I nuovi poveri dormono a Linate: «Se non disturbi ti lasciano stare»

Se non fosse per le scarpe consumate e senza lacci, Angelo sarebbe davvero impeccabile. E a guardarlo così, vestito in giacca e camicia, mentre sfoglia il giornale con gli occhiali sul naso, seduto davanti al check in, sembra proprio uno di quei distinti signori in partenza per una città d’arte o per un viaggio di cultura. I capelli bianchi e il viso ben curato, un ombrellino verde per qualsiasi imprevisto e un borsello color panna come bagaglio a mano da custodire gelosamente. Che disgrazia sarebbe dimenticarselo da qualche parte. Solo lui sa quanto vale quello che c’è lì dentro, perché è tutta la sua casa.
Benvenuti all’aeroporto di Linate, settore «Partenze», secondo piano, area B. Benvenuti nel luogo dove ogni sera Angelo, Marco, Giovanni, Andrea, Vincenzo, Antonio (nomi di fantasia) - e chissà quanti ancora - vengono a trascorrere la notte. Sono loro i viaggiatori che non partono mai e che hanno trasformato le sale d’attesa in un rifugio sicuro, quelli che a vederli da lontano in mezzo alla gente, non si distinguono dagli altri passeggeri. Che arrivano con l’ultima corsa della 73 da piazza San Babila con il trolley, una sacca sottobraccio o una borsa a tracolla e aspettano che i turisti se ne vadano per potersi concedere qualche ora di sonno.
Come Michele, 61 anni, di Novara che dorme qui da qualche tempo. «Le poltrone più comode sono queste al secondo piano», confessa mentre con una mano controlla che ci sia ancora la sua borsa. «Ci metto dentro lo spazzolino, il dentifricio, una maglietta e il cambio per domani mattina». Già perché domani mattina - prima delle 6 s’intende -, Michele si sveglia, va in bagno, si lava e si prepara per andare via. «Se fai tutto con discrezione e non disturbi, ti lasciano stare». Questo è il segreto, sussurra. Prima di arrivare a Linate, faceva il restauratore di mobili antichi. Poi gli affari hanno iniziato ad andare male e nel giro di qualche anno ha dovuto lasciare la casa. «Ogni tanto riesco a fare qualcosa e allora riesco a pagare un affittacamere». Altrimenti viene in aeroporto, sempre meglio che in strada, dice lui. «Per la luce basta mettersi una sciarpa sugli occhi.

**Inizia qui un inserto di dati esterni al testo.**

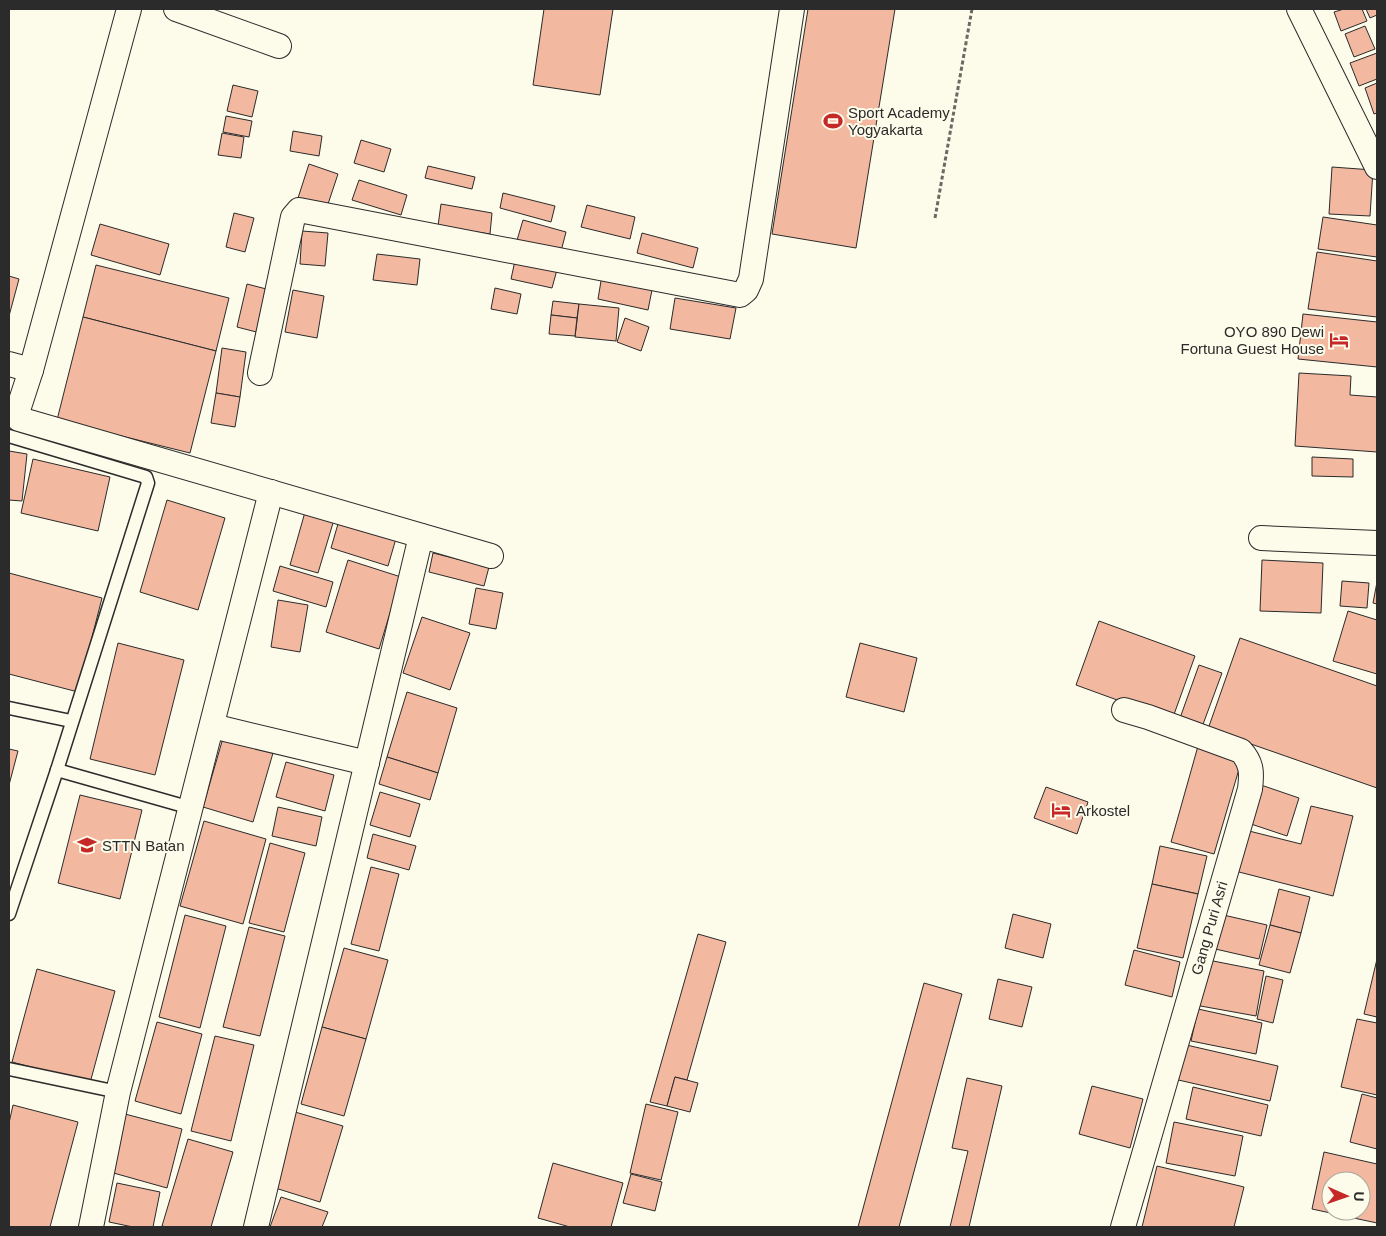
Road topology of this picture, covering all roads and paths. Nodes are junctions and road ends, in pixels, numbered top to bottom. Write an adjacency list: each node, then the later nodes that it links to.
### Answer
1 (129, 9): 10 (street)
2 (176, 9): 6 (street)
3 (792, 9): 11 (street)
4 (972, 9): 8 (path)
5 (1299, 9): 7 (street)
6 (279, 46)
7 (1377, 167)
8 (935, 218)
9 (9, 364): 10 (street)
10 (31, 370): 13 (street)
11 (260, 373)
12 (9, 436): 20 (lane)
13 (272, 492): 14 (street); 21 (street)
14 (421, 536): 17 (street); 22 (street)
15 (1260, 538): 16 (street)
16 (1377, 543)
17 (491, 556)
18 (9, 708): 20 (lane)
19 (1124, 710): 30 (street, Gang Puri Asri)
20 (71, 721): 23 (lane)
21 (212, 726): 22 (street); 24 (street)
22 (366, 764): 29 (street)
23 (57, 770): 24 (lane); 25 (lane)
24 (191, 808): 27 (street)
25 (10, 905)
26 (9, 1069): 27 (lane)
27 (118, 1092): 28 (street)
28 (91, 1227)
29 (256, 1227)
30 (1123, 1227)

Non pensare mica che la gente venga a dormire solo qui: lo fanno anche a Malpensa, al Marco Polo, ad Atene, a Francoforte e al Kennedy. Te capì?». Ha girato parecchio, è un uomo di mondo, Michele.
Marco invece viene dalla Basilicata e ha 68 anni. «Dormi anche tu qui stanotte?», domanda mentre cammina con passo deciso fra la gente che è appena sbarcata. Lui è uno dei veterani di Linate, sono sei anni che passa ogni notte all’aeroporto. Da quando è fallita l’impresa che aveva messo in piedi insieme ad altri soci. «Negli anni ’70 guadagnavo un milione al giorno, poi è finito tutto. Mia moglie e i figli se ne sono andati e io sono rimasto in mezzo alla strada». Marco conosce questo posto meglio di chiunque altro. Sa già che stanno costruendo una parte nuova, con nuove poltrone e grandi comfort. «Ci hanno chiesto se eravamo d’accordo sull’arredamento», dice ridendo. Prima di avviarsi verso la sezione «Arrivi», si ferma a controllare i monitor dei voli, come se dovesse partire davvero, e poi guarda se c’è già qualcuno dei suoi. «Di fissi saremo una decina. Ci arrivi per passaparola, ormai siamo una comunità». Apre la valigia, e tira fuori una busta con due magliette bianche pulite, un kit con le medicine e una coperta. Il resto della sua roba è in giro nei vari depositi del Comune. «Prima stavo ai dormitori pubblici, ma non andava bene. A me piace l’igiene, non voglio mica una suite, ma nemmeno una fogna».
E poi c’è Giovanni, il Gambler. «Sì insomma: il giocatore d’azzardo professionista», racconta mentre sistema il suo trolley nero e una sacca con la cena per tutti gli altri viaggiatori come lui. A 20 anni si è chiesto cosa volesse dalla vita: i soldi, si è risposto, ma quelli veri, con la esse maiuscola.

«Ho un cervello matematico, mi sono messo a studiare le tecniche di gioco e sono andato a Sanremo. E così ho iniziato a vincere, facevo la vita del miliardario». Poi si è dovuto fermare per una malattia da stress, e ha perso tutto. «Ma al casinò sono sempre un vincente», giura il Gambler.